Le fartlek: l’idée du fartlek a été développée en 1930 par l’entraîneur national suédois Gustaf «Gösse» Holmér. Aujourd'hui encore, il est considéré comme l’une des formes d’entraînement les plus efficaces pour les courses de fond et de demi-fond. En pratique, deux méthodes avec diverses variantes se sont principalement imposées:
- Lors du «fartlek libre», les phases d’effort et de récupération varient en fonction du terrain d’entraînement. Par exemple, je gravis rapidement la colline et récupère ensuite sur le plat. Ou alors, je cours rapidement jusqu’à la petite cabane et je ralentis ensuite mon rythme jusqu’au prochain virage. L’intensité de l’effort varie constamment, ce qui rend cette forme d’entraînement très ludique. Et le corps est sans cesse obligé de s’adapter.
- Pour le «fartlek semi-codifié», les temps d’efforts et de récupération sont définis à l’avance. C’est un peu comme un entraînement fractionné, sauf que les phases d’effort sont nettement plus courtes.
L’entraînement fractionné: l’entraînement fractionné est considéré comme un «moyen miracle» pour améliorer son rythme de course. Lors d’un entraînement fractionné, les phases d’effort et les pauses les séparant l’une de l’autre sont clairement définies.
Lors d’un entraînement fractionné extensif, l’intensité est choisie afin que des sections rapides (degré d’intensité 3 et 4) puissent se répéter régulièrement et soient seulement entrecoupées de courtes pauses. Par exemple 8 x 3 minutes à allure rapide, puis 90 secondes de marche. Lors d’un entraînement fractionné extensif, la durée totale des sections rapides est d’env. 20 à 30 minutes.
Lors d’un entraînement fractionné intensif, la vitesse de course est plus élevée (niveau 4, voire 5) que lors d’un entraînement fractionné extensif. Les pauses sont donc plus longues (exemple: 10 x 400 mètres rapides avec 2 minutes de pause). Mais il est aussi possible de baser l’entraînement fractionné sur la fréquence cardiaque, p. ex. 400 m à vive allure, puis marcher jusqu’à ce que la fréquence cardiaque soit redescendue à un certain niveau (p. ex. 120), puis courir à nouveau rapidement, etc. En raison de la vitesse élevée, l’entraînement fractionné améliore la concentration et favorise le travail technique. Les différents types d’entraînements fractionnés peuvent être pratiqués sur piste, route ou dans la nature, sur une distance définie. Un entraînement fractionné dure environ une heure, échauffement et retour au calme compris. Lors d’un entraînement fractionné intensif, la durée totale des sections rapides est d’env. 10 à 15 minutes.
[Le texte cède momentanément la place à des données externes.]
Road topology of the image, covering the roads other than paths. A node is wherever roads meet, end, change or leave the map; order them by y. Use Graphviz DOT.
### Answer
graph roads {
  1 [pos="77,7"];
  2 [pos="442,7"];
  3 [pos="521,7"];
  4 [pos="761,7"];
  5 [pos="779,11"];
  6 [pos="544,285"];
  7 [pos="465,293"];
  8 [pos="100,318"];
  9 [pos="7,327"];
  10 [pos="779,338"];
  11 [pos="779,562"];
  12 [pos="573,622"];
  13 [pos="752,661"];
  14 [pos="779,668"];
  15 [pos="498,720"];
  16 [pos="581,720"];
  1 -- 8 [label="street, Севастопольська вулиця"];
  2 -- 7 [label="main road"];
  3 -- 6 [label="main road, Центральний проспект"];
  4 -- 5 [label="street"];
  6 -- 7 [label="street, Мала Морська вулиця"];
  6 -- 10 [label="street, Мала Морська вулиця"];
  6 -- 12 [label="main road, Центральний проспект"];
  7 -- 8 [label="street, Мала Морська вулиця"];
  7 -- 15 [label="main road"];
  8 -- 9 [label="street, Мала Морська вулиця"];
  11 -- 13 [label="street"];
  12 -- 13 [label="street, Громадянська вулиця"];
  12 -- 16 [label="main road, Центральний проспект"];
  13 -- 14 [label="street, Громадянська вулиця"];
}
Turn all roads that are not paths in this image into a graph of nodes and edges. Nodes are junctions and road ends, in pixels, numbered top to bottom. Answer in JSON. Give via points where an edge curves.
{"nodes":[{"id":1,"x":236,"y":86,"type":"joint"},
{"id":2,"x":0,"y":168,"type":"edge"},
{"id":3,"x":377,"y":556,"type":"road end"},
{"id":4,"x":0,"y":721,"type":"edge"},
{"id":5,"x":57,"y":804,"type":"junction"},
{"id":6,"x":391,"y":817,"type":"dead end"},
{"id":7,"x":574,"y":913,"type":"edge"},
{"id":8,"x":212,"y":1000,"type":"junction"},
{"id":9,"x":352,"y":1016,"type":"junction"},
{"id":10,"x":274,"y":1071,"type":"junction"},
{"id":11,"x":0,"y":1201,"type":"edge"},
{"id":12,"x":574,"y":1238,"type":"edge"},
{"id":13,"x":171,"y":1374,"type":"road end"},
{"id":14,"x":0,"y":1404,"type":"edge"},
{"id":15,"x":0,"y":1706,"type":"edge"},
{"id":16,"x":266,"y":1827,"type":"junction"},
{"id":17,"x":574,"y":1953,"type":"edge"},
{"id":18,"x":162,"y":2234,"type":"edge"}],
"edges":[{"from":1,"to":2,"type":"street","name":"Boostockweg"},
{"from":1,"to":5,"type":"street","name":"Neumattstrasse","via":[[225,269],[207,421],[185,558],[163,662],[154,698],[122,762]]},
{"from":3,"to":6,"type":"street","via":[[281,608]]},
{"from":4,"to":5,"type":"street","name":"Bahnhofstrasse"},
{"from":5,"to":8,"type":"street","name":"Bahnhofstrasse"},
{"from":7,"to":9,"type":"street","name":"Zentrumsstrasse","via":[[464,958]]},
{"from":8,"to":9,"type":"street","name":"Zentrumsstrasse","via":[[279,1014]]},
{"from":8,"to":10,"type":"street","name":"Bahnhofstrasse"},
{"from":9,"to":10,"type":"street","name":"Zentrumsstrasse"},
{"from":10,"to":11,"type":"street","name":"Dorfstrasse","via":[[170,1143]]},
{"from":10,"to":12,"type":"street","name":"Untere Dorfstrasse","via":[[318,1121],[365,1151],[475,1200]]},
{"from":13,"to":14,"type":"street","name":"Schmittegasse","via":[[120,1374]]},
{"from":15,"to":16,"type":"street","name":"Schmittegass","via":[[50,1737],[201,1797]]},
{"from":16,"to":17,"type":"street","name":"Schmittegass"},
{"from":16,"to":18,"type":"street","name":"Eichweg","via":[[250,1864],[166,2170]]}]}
La course sur terrain vallonné: les courses sur terrain vallonné constituent une forme spéciale d’entraînement fractionné. Elles demandent un grand effort d’endurance musculaire locale et du système circulatoire. Suggestion: 12 fois 300 m en montée, à allure soutenue. Ensuite, une pause pour rejoindre le point de départ tranquillement en petite foulée. Répéter l’opération.
La course d’accélération: avant un effort intense (en guise de préparation) ou après une course d’endurance (pour changer de rythme), il est recommandé d’effectuer 2 à 3 courses d’accélération. Sur une distance de 100-120 mètres, augmenter continuellement le rythme de la course puis parcourir les 20 derniers mètres à vitesse submaximale avant de freiner lentement.